Quoi qu’il en soit, la campagne présidentielle risque fort d’accaparer de plus en plus l’attention des médias et de l’opinion au cours des prochains mois et certains observateurs craignent qu’elle n’exerce des effets négatifs sur les travaux de rédaction de la nouvelle constitution en exacerbant les divisions au sein de la Convention.

À l’automne 2019, le Chili est entré dans une ère nouvelle, marquée par l’irruption sur la scène politique d’une jeunesse qui n’a pas connu l’époque de la dictature, qui ne se satisfait pas d’une démocratie incapable de remettre en cause le modèle social hérité de Pinochet et qui clame la nécessité de réformes de grande envergure pour parvenir à une société plus égalitaire. C’est dans cet esprit qu’elle a réclamé et obtenu l’élection d’une assemblée constituante.
La nouvelle loi fondamentale répondra-t-elle a-à ses attentes ? Permettra-t-elle de donner une suite favorable aux exigences qui s’expriment depuis deux ans en matière d’éducation, de santé, de retraites, ou encore de reconnaissance des droits des « nations » autochtones ? Les nouvelles forces politiques nées de ces revendications parviendront-elles à échapper au risque d’une dérive populiste, inhérent au rejet des élites et des institutions qui se manifeste avec force dans l’opinion ?
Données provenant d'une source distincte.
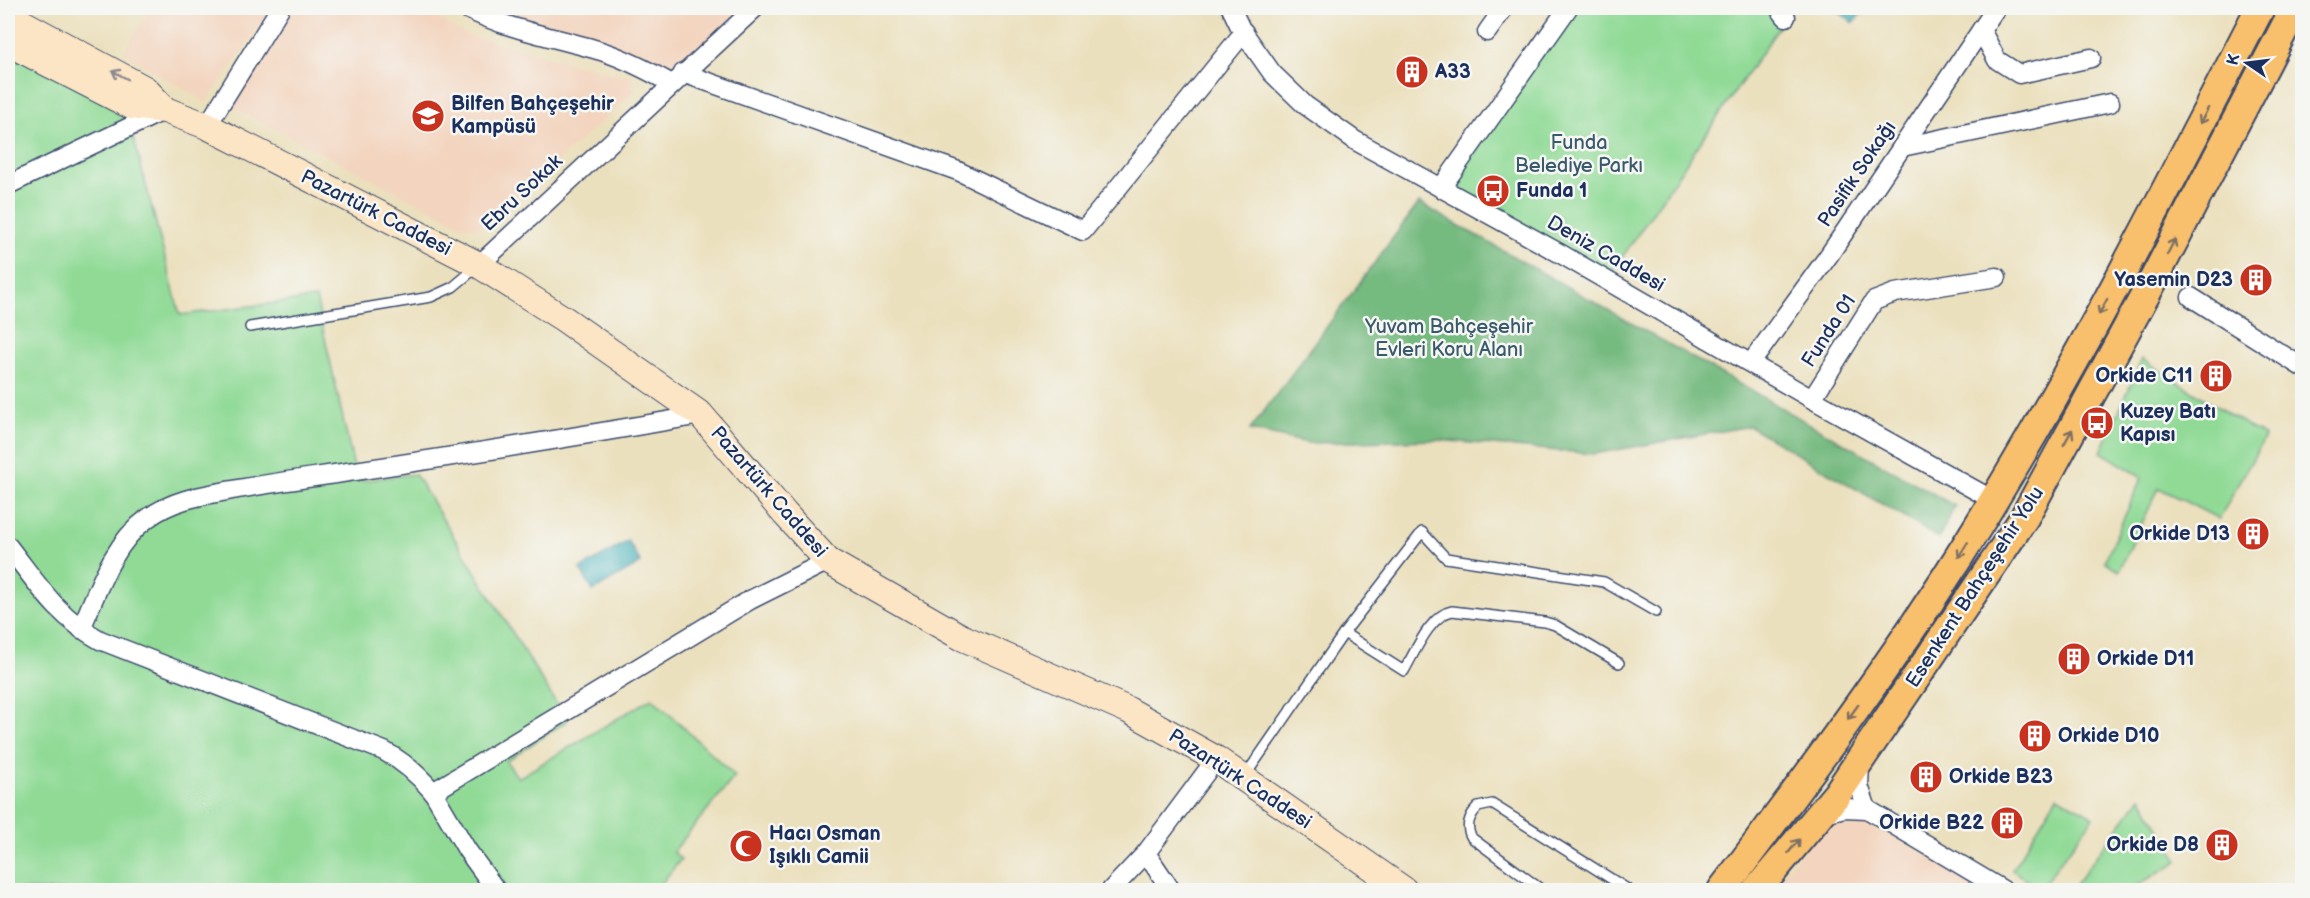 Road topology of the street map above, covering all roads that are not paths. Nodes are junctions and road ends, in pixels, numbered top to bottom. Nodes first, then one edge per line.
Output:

De sérieuses interrogations demeurent quant à la mesure dans laquelle les changements espérés pourront se réaliser sur la base du nouveau texte. Mais une chose reste claire : le Chili est en pleine mutation, comme le montre par exemple, indépendamment du processus constitutionnel en cours, l’adoption imminente d’une loi légalisant le mariage entre personnes du même sexe, fait remarquable dans un pays longtemps connu pour ses positions conservatrices en matière de mœurs. Il rattrape son retard à cet égard et, en cas de succès de l’entreprise d’élaboration de la nouvelle constitution, il pourrait servir de modèle à d’autres pays d’Amérique latine susceptibles de s’engager à leur tour dans la voie de réformes institutionnelles.